From the first line to the last, restate the data exactly, leaving out the images.

Material to process:

= = = = =

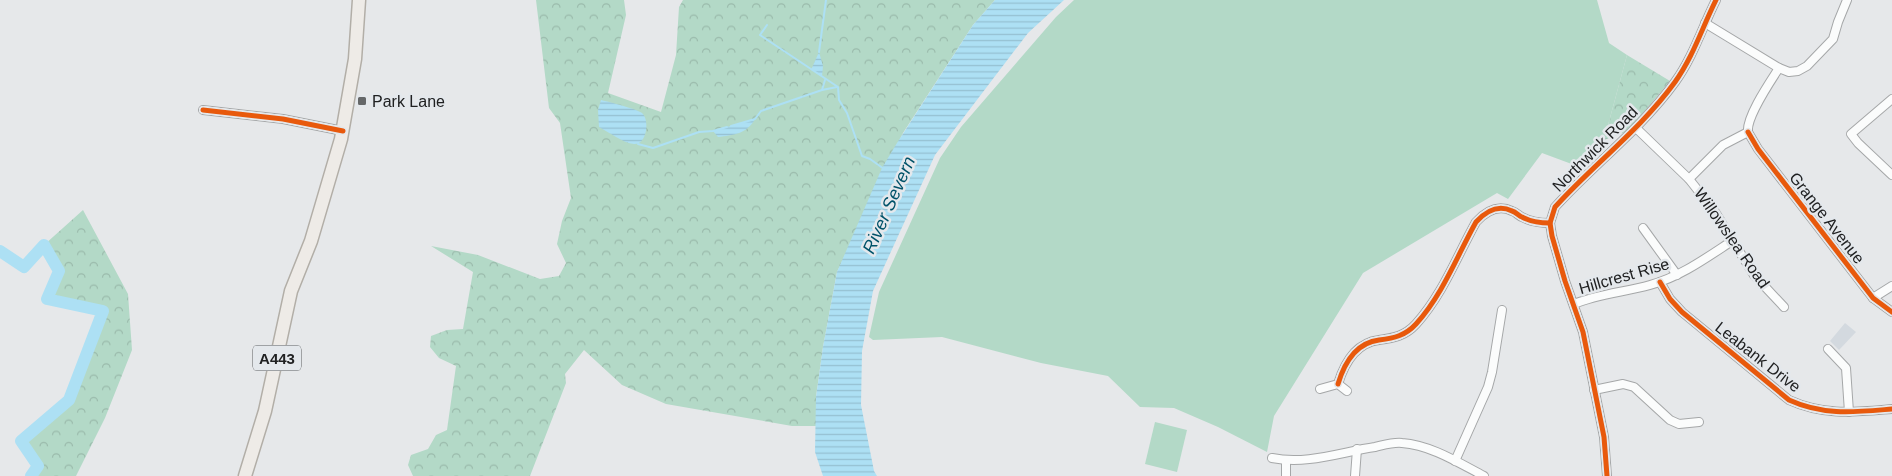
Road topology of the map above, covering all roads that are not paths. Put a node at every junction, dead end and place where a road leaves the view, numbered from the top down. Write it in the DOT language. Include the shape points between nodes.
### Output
graph roads {
  1 [pos="360,0"];
  2 [pos="1716,0"];
  3 [pos="1847,0"];
  4 [pos="1705,23"];
  5 [pos="1779,68"];
  6 [pos="1892,99"];
  7 [pos="203,110"];
  8 [pos="1636,128"];
  9 [pos="343,131"];
  10 [pos="1748,132"];
  11 [pos="1892,175"];
  12 [pos="1689,179"];
  13 [pos="1550,223"];
  14 [pos="1643,228"];
  15 [pos="1732,240"];
  16 [pos="1677,275"];
  17 [pos="1660,282"];
  18 [pos="1892,286"];
  19 [pos="1873,298"];
  20 [pos="1574,304"];
  21 [pos="1784,307"];
  22 [pos="1502,310"];
  23 [pos="1892,312"];
  24 [pos="1828,349"];
  25 [pos="1338,384"];
  26 [pos="1320,389"];
  27 [pos="1594,390"];
  28 [pos="1347,391"];
  29 [pos="1892,409"];
  30 [pos="1849,412"];
  31 [pos="1698,422"];
  32 [pos="1357,449"];
  33 [pos="1272,458"];
  34 [pos="1286,461"];
  35 [pos="1455,461"];
  36 [pos="245,476"];
  37 [pos="1286,476"];
  38 [pos="1355,476"];
  39 [pos="1484,476"];
  40 [pos="1607,476"];
  1 -- 9 [label="main road, A443" via="355,59"];
  2 -- 4 [label="street, Northwick Road"];
  3 -- 5 [label="street" via="1833,39 1808,66 1789,72"];
  4 -- 5 [label="street"];
  4 -- 8 [label="street, Northwick Road" via="1692,56"];
  5 -- 10 [label="street" via="1758,102"];
  6 -- 11 [label="street" via="1851,134"];
  7 -- 9 [label="street" via="283,119"];
  8 -- 12 [label="street, Willowslea Road"];
  8 -- 13 [label="street, Northwick Road" via="1555,207"];
  9 -- 36 [label="main road, A443" via="311,242 291,291 265,411"];
  10 -- 12 [label="street" via="1722,145"];
  10 -- 19 [label="street, Grange Avenue"];
  12 -- 15 [label="street, Willowslea Road"];
  13 -- 20 [label="street"];
  13 -- 25 [label="street" via="1532,221 1501,208 1484,214 1473,227 1435,298 1416,324 1396,338 1366,343 1359,348 1350,357"];
  14 -- 16 [label="street"];
  15 -- 16 [label="street, Hillcrest Rise"];
  15 -- 21 [label="street, Willowslea Road" via="1754,275"];
  16 -- 17 [label="street, Hillcrest Rise"];
  17 -- 20 [label="street, Hillcrest Rise"];
  17 -- 30 [label="street, Leabank Drive" via="1682,312 1789,400 1819,410"];
  18 -- 19 [label="street"];
  19 -- 23 [label="street, Grange Avenue"];
  20 -- 27 [label="street"];
  22 -- 35 [label="street" via="1488,386"];
  24 -- 30 [label="street" via="1846,368"];
  25 -- 26 [label="street"];
  25 -- 28 [label="street"];
  27 -- 31 [label="street" via="1623,384 1634,387 1670,420 1679,424"];
  27 -- 40 [label="street" via="1604,437"];
  29 -- 30 [label="street, Leabank Drive"];
  32 -- 34 [label="street"];
  32 -- 35 [label="street" via="1400,443 1418,445"];
  32 -- 38 [label="street"];
  33 -- 34 [label="street"];
  34 -- 37 [label="street"];
  35 -- 39 [label="street"];
}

= = = = =

Task response:
Road topology of the map above, covering all roads that are not paths. Put a node at every junction, dead end and place where a road leaves the view, numbered from the top down. Write it in the DOT language. Include the shape points between nodes.
### Output
graph roads {
  1 [pos="360,0"];
  2 [pos="1716,0"];
  3 [pos="1847,0"];
  4 [pos="1705,23"];
  5 [pos="1779,68"];
  6 [pos="1892,99"];
  7 [pos="203,110"];
  8 [pos="1636,128"];
  9 [pos="343,131"];
  10 [pos="1748,132"];
  11 [pos="1892,175"];
  12 [pos="1689,179"];
  13 [pos="1550,223"];
  14 [pos="1643,228"];
  15 [pos="1732,240"];
  16 [pos="1677,275"];
  17 [pos="1660,282"];
  18 [pos="1892,286"];
  19 [pos="1873,298"];
  20 [pos="1574,304"];
  21 [pos="1784,307"];
  22 [pos="1502,310"];
  23 [pos="1892,312"];
  24 [pos="1828,349"];
  25 [pos="1338,384"];
  26 [pos="1320,389"];
  27 [pos="1594,390"];
  28 [pos="1347,391"];
  29 [pos="1892,409"];
  30 [pos="1849,412"];
  31 [pos="1698,422"];
  32 [pos="1357,449"];
  33 [pos="1272,458"];
  34 [pos="1286,461"];
  35 [pos="1455,461"];
  36 [pos="245,476"];
  37 [pos="1286,476"];
  38 [pos="1355,476"];
  39 [pos="1484,476"];
  40 [pos="1607,476"];
  1 -- 9 [label="main road, A443" via="355,59"];
  2 -- 4 [label="street, Northwick Road"];
  3 -- 5 [label="street" via="1833,39 1808,66 1789,72"];
  4 -- 5 [label="street"];
  4 -- 8 [label="street, Northwick Road" via="1692,56"];
  5 -- 10 [label="street" via="1758,102"];
  6 -- 11 [label="street" via="1851,134"];
  7 -- 9 [label="street" via="283,119"];
  8 -- 12 [label="street, Willowslea Road"];
  8 -- 13 [label="street, Northwick Road" via="1555,207"];
  9 -- 36 [label="main road, A443" via="311,242 291,291 265,411"];
  10 -- 12 [label="street" via="1722,145"];
  10 -- 19 [label="street, Grange Avenue"];
  12 -- 15 [label="street, Willowslea Road"];
  13 -- 20 [label="street"];
  13 -- 25 [label="street" via="1532,221 1501,208 1484,214 1473,227 1435,298 1416,324 1396,338 1366,343 1359,348 1350,357"];
  14 -- 16 [label="street"];
  15 -- 16 [label="street, Hillcrest Rise"];
  15 -- 21 [label="street, Willowslea Road" via="1754,275"];
  16 -- 17 [label="street, Hillcrest Rise"];
  17 -- 20 [label="street, Hillcrest Rise"];
  17 -- 30 [label="street, Leabank Drive" via="1682,312 1789,400 1819,410"];
  18 -- 19 [label="street"];
  19 -- 23 [label="street, Grange Avenue"];
  20 -- 27 [label="street"];
  22 -- 35 [label="street" via="1488,386"];
  24 -- 30 [label="street" via="1846,368"];
  25 -- 26 [label="street"];
  25 -- 28 [label="street"];
  27 -- 31 [label="street" via="1623,384 1634,387 1670,420 1679,424"];
  27 -- 40 [label="street" via="1604,437"];
  29 -- 30 [label="street, Leabank Drive"];
  32 -- 34 [label="street"];
  32 -- 35 [label="street" via="1400,443 1418,445"];
  32 -- 38 [label="street"];
  33 -- 34 [label="street"];
  34 -- 37 [label="street"];
  35 -- 39 [label="street"];
}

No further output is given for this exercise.